Una vera a propria rinascita a livello progettuale. “Eravamo arrivati a un punto delle regolazioni in cui bisognava andare oltre, apportare cambiamenti importanti. Ciò era possibile solo rifacendo la moto di sana pianta, non bastavano semplici modifiche come quelle fatte durante la stagione. Ad esempio, il telaio perimetrale ospitava il motore a disposizione in quel momento. Per garantire più libertà d'azione, c’era bisogno di rifare qualcosa sul carter. Stesso discorso per la posizione in sella, della quale Valentino si è lamentato per tutta la stagione. Per migliorarla, bisognava spostare cose importanti nella moto, non si poteva fare una semplice modifica”.

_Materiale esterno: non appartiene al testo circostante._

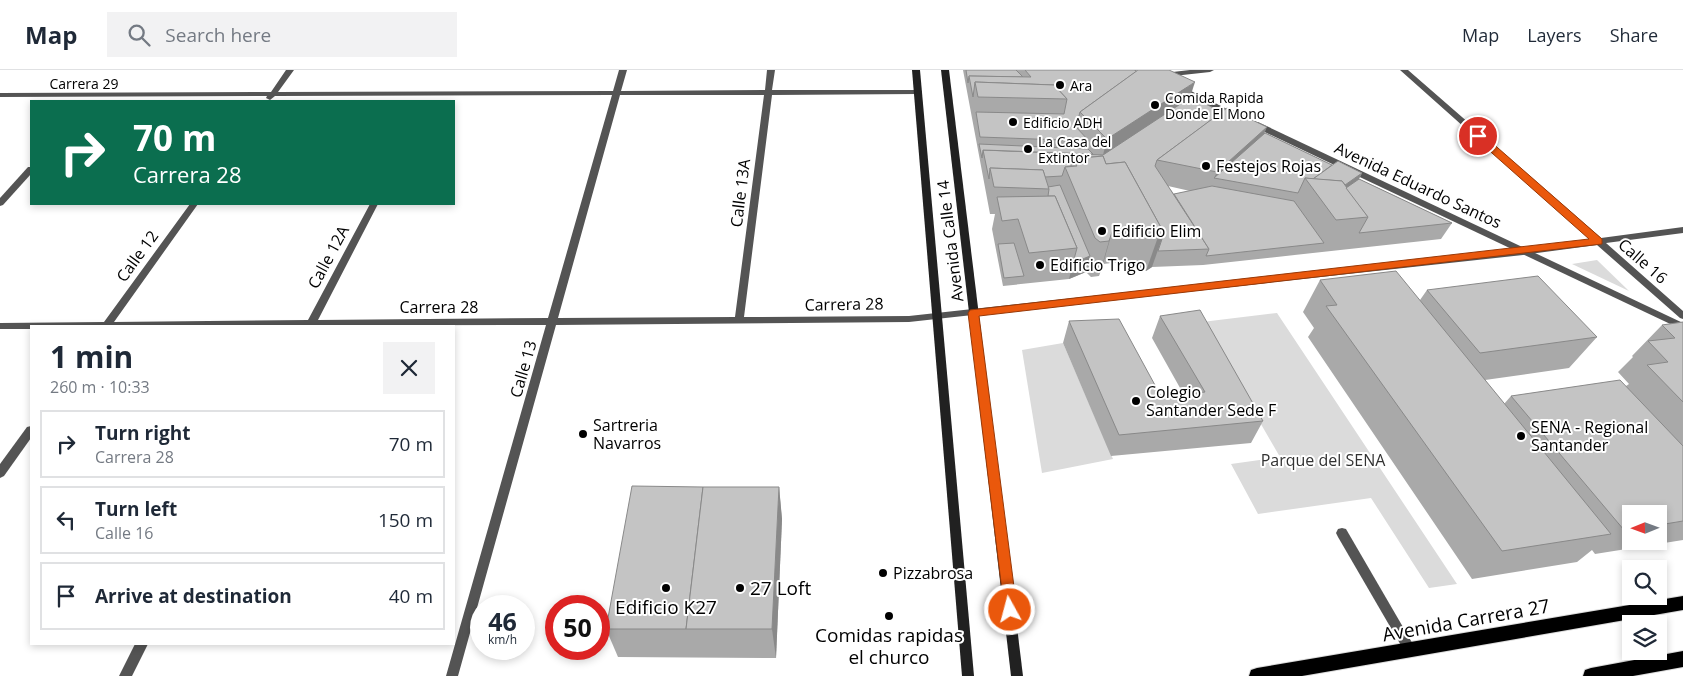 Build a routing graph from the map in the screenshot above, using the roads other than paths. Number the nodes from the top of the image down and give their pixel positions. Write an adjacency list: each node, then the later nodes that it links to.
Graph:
1 (290, 70): 13 (street)
2 (623, 70): 10 (street, Calle 13)
3 (772, 70): 8 (street, Calle 13A)
4 (916, 70): 9 (main road, Avenida Calle 14)
5 (944, 70): 22 (main road, Avenida Calle 14)
6 (1210, 70): 21 (street, Avenida Eduardo Santos)
7 (1404, 70): 20 (street, Calle 16)
8 (769, 92): 9 (street, Carrera 29); 10 (street, Carrera 29); 25 (street, Calle 13A)
9 (918, 92): 24 (main road, Avenida Calle 14)
10 (616, 93): 14 (street, Carrera 29); 26 (street, Calle 13)
11 (0, 96): 12 (street, Carrera 29)
12 (97, 98): 13 (street, Carrera 29)
13 (270, 98): 14 (street, Carrera 29)
14 (430, 98)
15 (30, 170): 16 (street)
16 (0, 203)
17 (193, 205): 27 (street, Calle 12)
18 (373, 205): 28 (street, Calle 12A)
19 (1683, 230): 20 (street, Carrera 28)
20 (1598, 241): 21 (street, Carrera 28); 23 (street, Calle 16)
21 (1523, 252): 22 (street, Carrera 28); 31 (street, Avenida Eduardo Santos)
22 (974, 313): 24 (street, Carrera 28); 42 (main road, Avenida Calle 14)
23 (1683, 316)
24 (938, 317): 25 (street, Carrera 28); 41 (main road, Avenida Calle 14)
25 (739, 320): 26 (street, Carrera 28)
26 (552, 322): 28 (street, Carrera 28); 40 (street, Calle 13)
27 (107, 325)
28 (310, 325)
29 (0, 326): 30 (street, Carrera 28)
30 (30, 326)
31 (1683, 327)
32 (30, 431): 33 (street)
33 (0, 473)
34 (1342, 533): 37 (street)
35 (1683, 603): 37 (main road, Avenida Carrera 27)
36 (141, 645): 39 (street)
37 (1410, 650): 43 (main road, Avenida Carrera 27)
38 (1683, 659): 44 (main road)
39 (125, 676)
40 (452, 676)
41 (968, 676)
42 (1017, 676)
43 (1257, 676)
44 (1591, 676)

La fenice è pronta a spiccare il volo, destinazione Spagna, per il debutto in pista. “Sarò a Jerez per supervisionare i test con Battaini e Checa – ha confessato Guareschi – Il primo si occuperà dell’affidabilità e il secondo della prestazione. Franco farà dei long run per assicurarsi che la moto stia insieme e garantire che le temperature rientrino nei range di utilizzo corretti, mentre Carlos proverà diverse regolazioni a livello di ciclistica”.

A prescindere dal verdetto del cronometro, per il quale si dovrà ancora aspettare un paio di settimane, Guareschi promuove a pieni voti il gruppo di lavoro. “Fino alla scorsa stagione, Valentino e il suo gruppo erano i nostri nemici – ha scherzato – C’è voluto un anno di rodaggio per conoscerci meglio. Abbiamo attraversato tante difficoltà e siamo rimasti uniti e forti. Ne siamo usciti bene, nonostante il risultato”.

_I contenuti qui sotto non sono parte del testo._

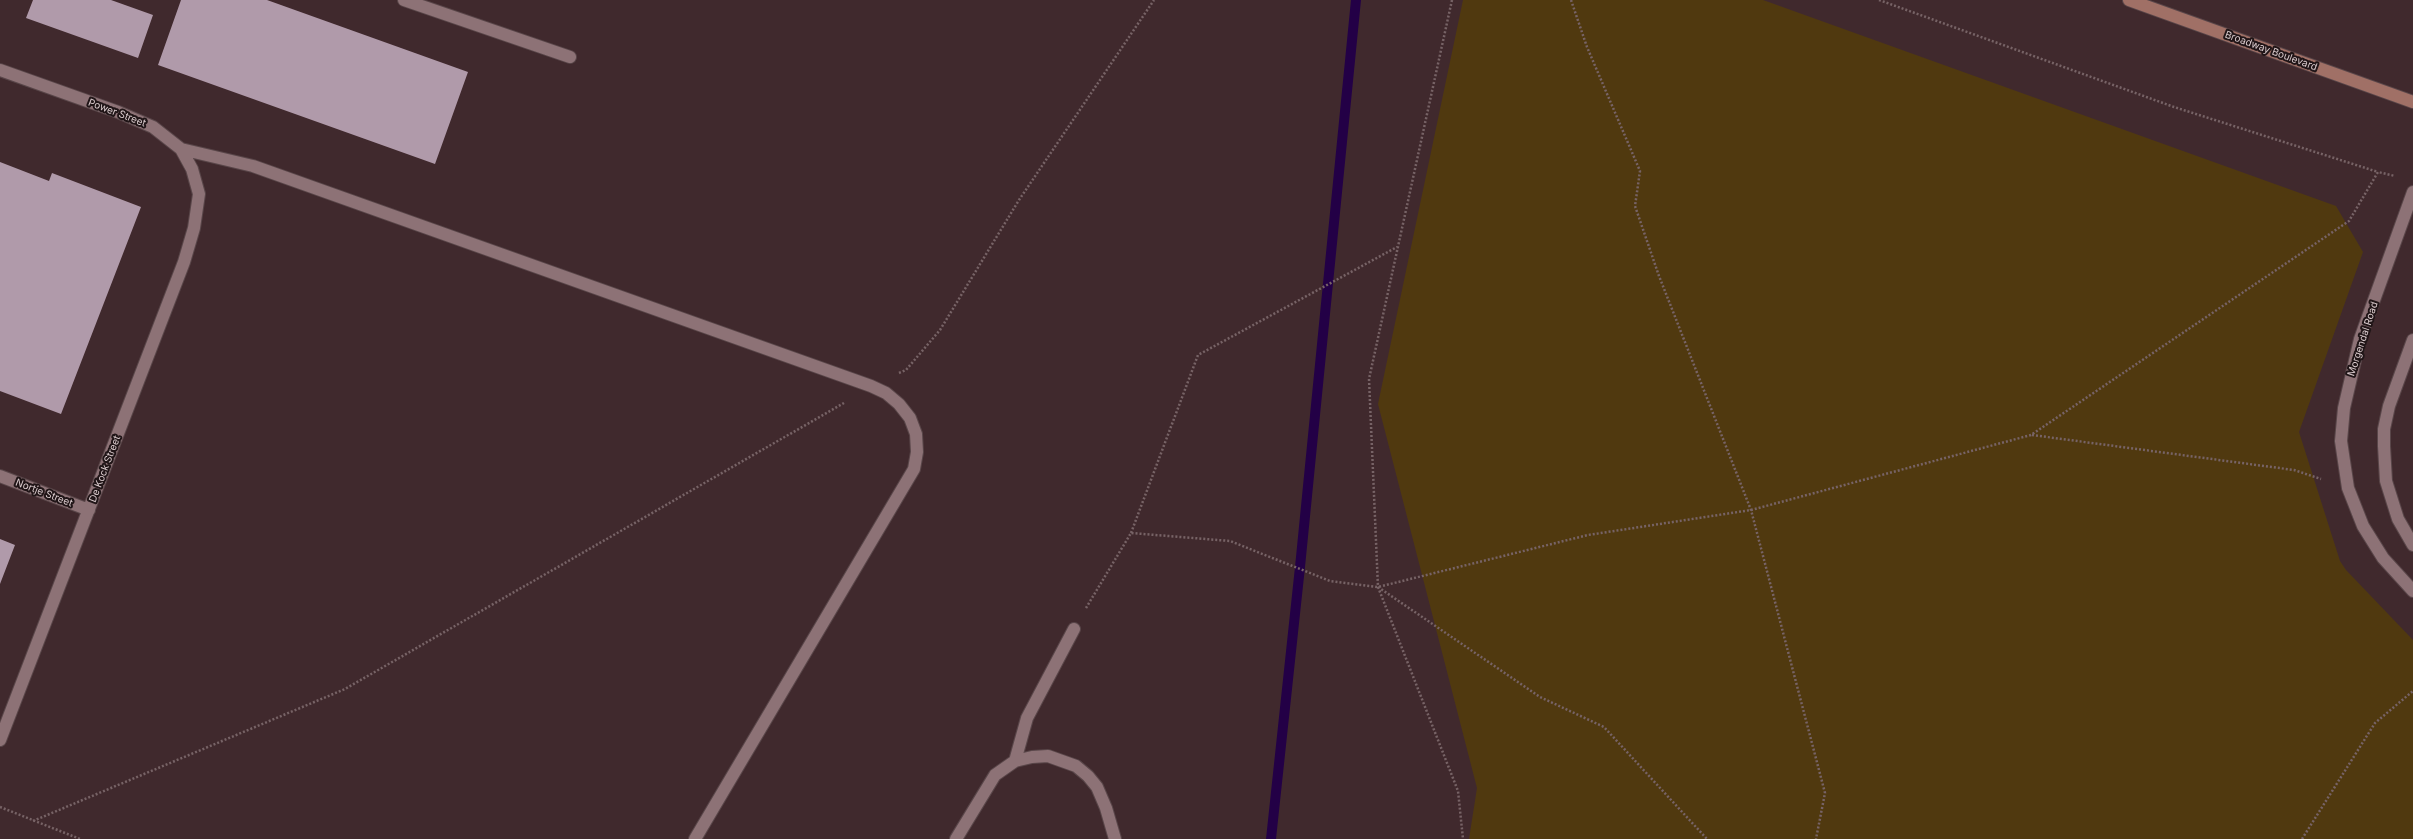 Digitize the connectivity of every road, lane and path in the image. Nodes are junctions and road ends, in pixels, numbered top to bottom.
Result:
1 (404, 0) edge
2 (1154, 0) edge
3 (1452, 0) edge
4 (1571, 0) edge
5 (1879, 0) edge
6 (2129, 0) edge
7 (570, 57) dead end
8 (0, 70) edge
9 (2413, 102) edge
10 (181, 149) junction
11 (2378, 172) junction
12 (2399, 177) dead end
13 (2413, 192) edge
14 (199, 194) joint
15 (1398, 246) junction
16 (2413, 340) edge
17 (874, 387) junction
18 (2031, 435) junction
19 (0, 476) edge
20 (2348, 488) junction
21 (89, 510) junction
22 (1751, 510) junction
23 (1132, 533) junction
24 (2413, 545) edge
25 (1378, 587) junction
26 (2413, 591) edge
27 (1074, 629) joint
28 (2413, 691) edge
29 (0, 740) edge
30 (1015, 761) junction
31 (0, 807) edge
32 (34, 821) junction
33 (80, 839) edge
34 (695, 839) edge
35 (956, 839) edge
36 (1115, 839) edge
37 (1463, 839) edge
38 (1707, 839) edge
39 (1816, 839) edge
40 (2302, 839) edge

1 - 7 street
2 - 17 path
3 - 15 path
4 - 22 path
5 - 11 path
6 - 9 main road, Broadway Boulevard
8 - 10 street, Power Street
10 - 14 street, Power Street
10 - 17 street
11 - 12 path
11 - 18 path
13 - 20 street, Morgendal Road
14 - 21 street, De Kock Street
15 - 23 path
15 - 25 path
16 - 24 street
17 - 32 path
17 - 34 street
18 - 20 path
18 - 22 path
19 - 21 street, Nortje Street
20 - 26 street, Morgendal Road
21 - 29 street, De Kock Street
22 - 25 path
22 - 39 path
23 - 25 path
23 - 27 path
25 - 37 path
25 - 38 path
27 - 30 street
28 - 40 path
30 - 35 street
30 - 36 street
31 - 32 path
32 - 33 path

Valentino ha annunciato l’intenzione di chiudere la carriera in Ducati, possibilmente sigillandola con un titolo mondiale. Ma, visti i contratti in scadenza di Stoner, Pedrosa, Lorenzo, e lo stesso Rossi, la scacchiera della MotoGP potrebbe cambiare molte pedine. “Mi dispiacerebbe cambiare il gruppo – ha confessato Guareschi – In questo momento forse non siamo molto appetibili, ma, quando arriveranno i risultati, da nessuna parte ci sarà la volontà di cambiare la squadra”.

A scanso di equivoci, il team manager ha comunque gli occhi puntati su alcuni piloti emergenti. “Serve un ricambio generazionale, e la Moto2 ha alcuni giovani forti. Oltre a Marquez, a me piace molto Scott Redding. In Moto2 è penalizzato per il suo fisico, ma penso che sia in grado di andare forte su una MotoGP. Mi auguro anche che l’arrivo della CRT aiuti a far salire di categoria qualche giovane”.

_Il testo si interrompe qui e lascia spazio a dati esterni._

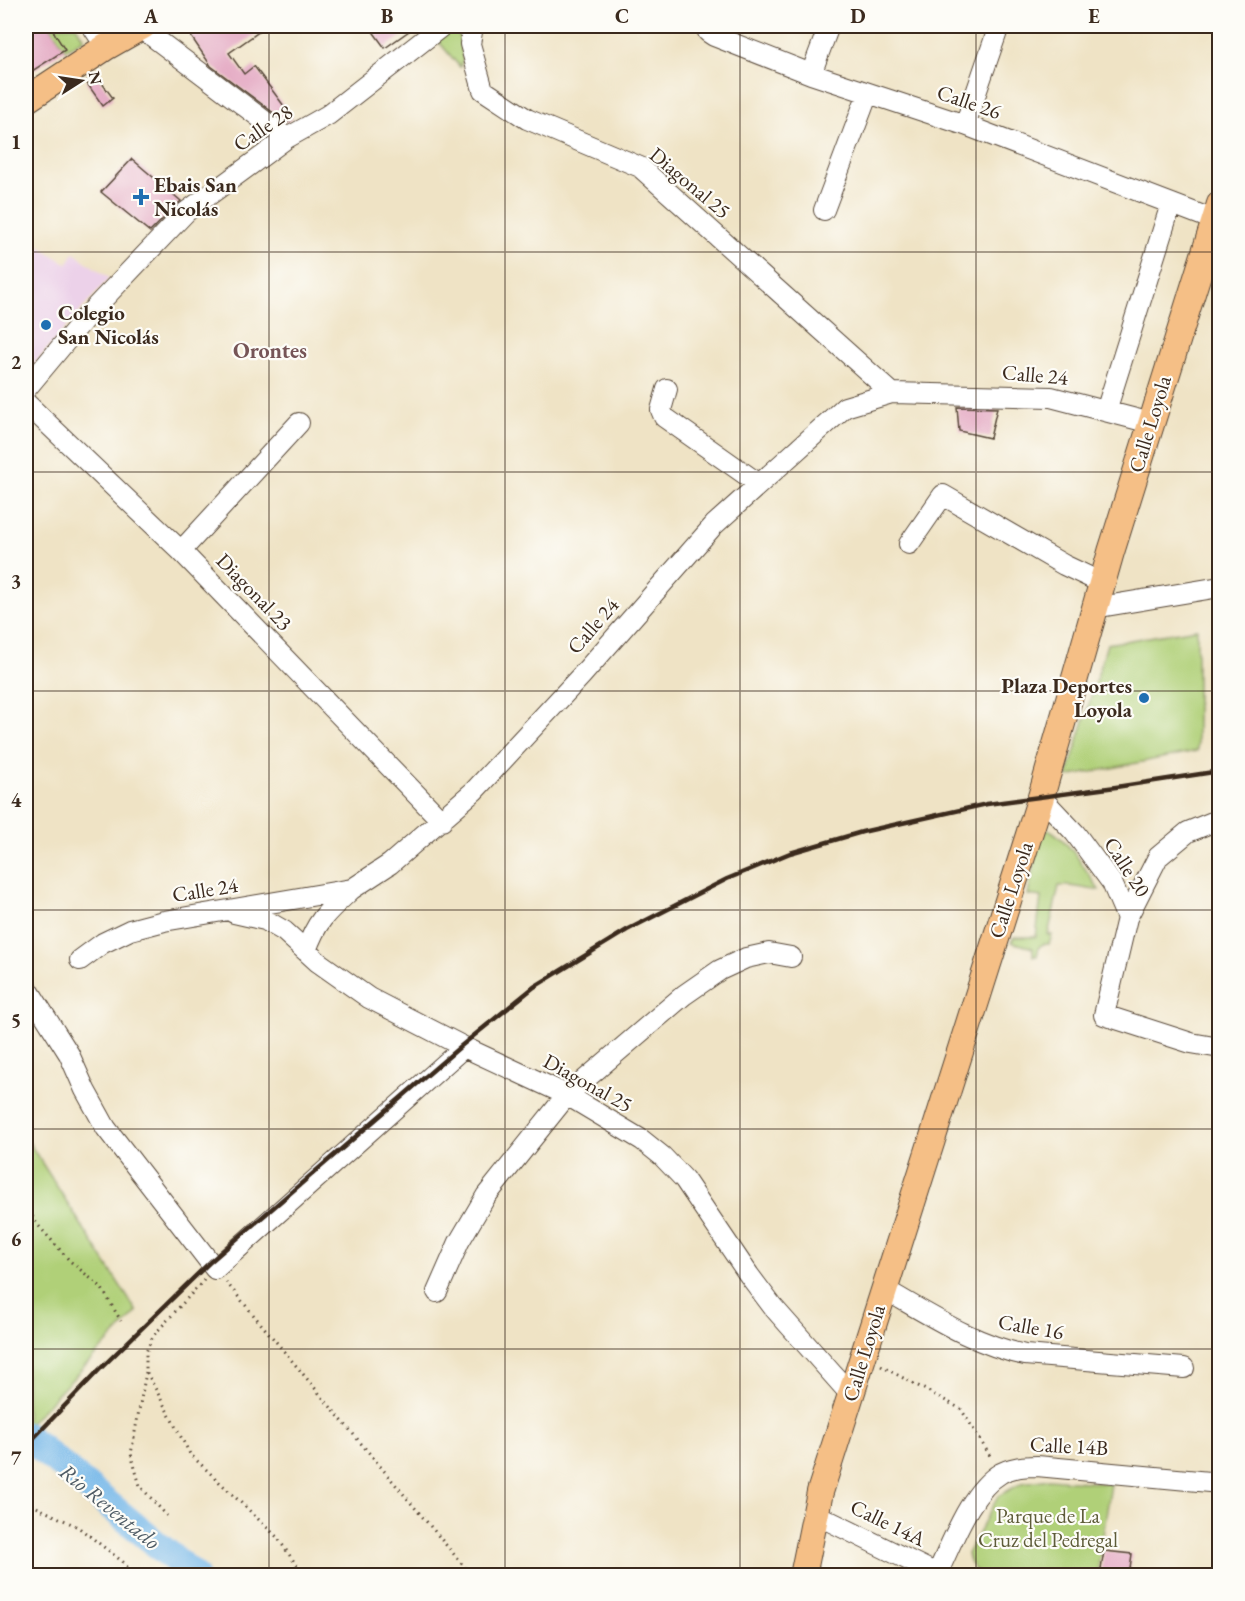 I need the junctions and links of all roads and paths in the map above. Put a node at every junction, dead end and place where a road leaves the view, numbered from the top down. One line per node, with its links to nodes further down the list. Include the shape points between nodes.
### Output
1 (92, 26): 8 (street)
2 (142, 26): 8 (main road); 13 (street)
3 (442, 26): 13 (street, Calle 28, via 328,115)
4 (473, 26): 19 (street, Diagonal 25, via 470,44 483,90 526,119 640,168)
5 (829, 26): 9 (street)
6 (999, 26): 12 (street)
7 (707, 29): 9 (street, Calle 26)
8 (106, 47): 11 (main road)
9 (811, 74): 10 (street, Calle 26)
10 (868, 93): 12 (street, Calle 26); 15 (street)
11 (26, 100)
12 (965, 125): 14 (street, Calle 26)
13 (287, 138): 17 (street, Calle 28, via 186,212 86,317)
14 (1172, 204): 16 (street, Calle 26); 21 (street)
15 (824, 210)
16 (1217, 212): 23 (main road, Calle Loyola)
17 (26, 388)
18 (667, 389): 24 (street, via 664,417)
19 (892, 393): 21 (street, Calle 24, via 1051,397); 24 (street, Calle 24, via 845,407)
20 (26, 403): 26 (street, Diagonal 23)
21 (1106, 411): 23 (street, Calle 24)
22 (299, 423): 26 (street)
23 (1151, 423): 27 (main road, Calle Loyola)
24 (759, 484): 32 (street, Calle 24, via 714,525 582,675)
25 (909, 544): 27 (street, via 943,495 1045,555)
26 (181, 551): 32 (street, Diagonal 23)
27 (1102, 583): 29 (main road, Calle Loyola)
28 (1220, 587): 29 (street)
29 (1094, 608): 30 (main road, Calle Loyola)
30 (1041, 797): 35 (street, Calle 20, via 1075,833 1112,883); 45 (main road, Calle Loyola)
31 (1220, 819): 35 (street, Calle 20, via 1188,832 1158,857)
32 (442, 821): 33 (street, Calle 24)
33 (352, 889): 34 (street, Calle 24); 36 (street, via 322,917)
34 (224, 911): 36 (street, Diagonal 25, via 266,920); 38 (street, Calle 24, via 130,930)
35 (1127, 918): 41 (street, via 1104,1015)
36 (306, 951): 40 (street, Diagonal 25, via 369,998)
37 (791, 957): 42 (street, via 769,952 746,957 720,970 684,995)
38 (80, 960)
39 (26, 986): 44 (street, via 69,1054 106,1128)
40 (464, 1047): 42 (street, Diagonal 25); 44 (street)
41 (1220, 1048)
42 (567, 1095): 46 (street, via 486,1196 459,1242); 51 (street, Diagonal 25, via 642,1140 684,1179 773,1307)
43 (26, 1206): 47 (path, via 70,1261 101,1287)
44 (213, 1266): 50 (path, via 153,1336 146,1352); 59 (path)
45 (884, 1289): 48 (main road, Calle Loyola); 49 (street, Calle 16, via 977,1341 1001,1350)
46 (437, 1292)
47 (121, 1321)
48 (863, 1357): 51 (main road, Calle Loyola); 52 (path, via 961,1409)
49 (1184, 1368)
50 (146, 1371): 56 (path, via 131,1454 140,1486); 58 (path, via 190,1454 276,1537)
51 (851, 1395): 55 (main road, Calle Loyola)
52 (1001, 1473): 53 (street, Calle 14B, via 1037,1466); 61 (street, via 968,1509)
53 (1220, 1483)
54 (26, 1502): 57 (path, via 78,1527)
55 (815, 1514): 60 (main road, Calle Loyola); 61 (street, Calle 14A)
56 (167, 1516)
57 (135, 1575)
58 (304, 1575)
59 (472, 1575)
60 (803, 1575)
61 (939, 1575)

A proposito delle CRT, Guareschi prende tempo. “Quest’anno, le prestazioni saranno inevitabilmente inferiori. I piloti di CRT, a eccezione di Edwards, prendono almeno un secondo al giro. Se consideriamo anche il divario tecnico, parliamo di oltre 2 secondi. La CRT può esistere, ma bisogna creare una formula che dia la possibilità a un team privato di lottare per il risultato. Ovviamente i piloti ufficiali saranno sempre i migliori, ma i privati dovrebbero essere in grado di togliersi delle soddisfazioni, magari in condizioni di gara particolari”.

Una possibilità concreta ai tempi delle 500, e tuttora in Superbike. “Forse dovremmo fare un passo indietro entrambi – ha riflettuto il team manager – Forse la Superbike dovrebbe avvicinarsi di più alle moto di serie. Sarebbe meno costoso per le case e per i team, permetterebbe di avvicinare più piloti alle corse e allargherebbe le possibilità di scelta dei team”.

Limitazione per evoluzione, insomma. “Pensiamo all’elettronica, che in tanti vorrebbero limitare. Si potrebbero comunque lasciare parametri personalizzabili, come i tempi di iniezione o gli anticipi. Oppure si possono limitare i giri. Il futuro della nostra categoria è un ritorno al passato, con una griglia affollata e prestazioni abbastanza simili. Ma senza togliere la possibilità di fare ricerca e sviluppo, perché siamo qui anche per questo. Servirebbe un regolamento che pianifichi di più le prestazioni e metta un tetto alle spese delle varie case”.

A prescindere dalla MotoGP del futuro, quella odierna presenta comunque diversi interrogativi. Su una cosa però si può essere d’accordo: la nuova Ducati ha tutti gli occhi puntati addosso.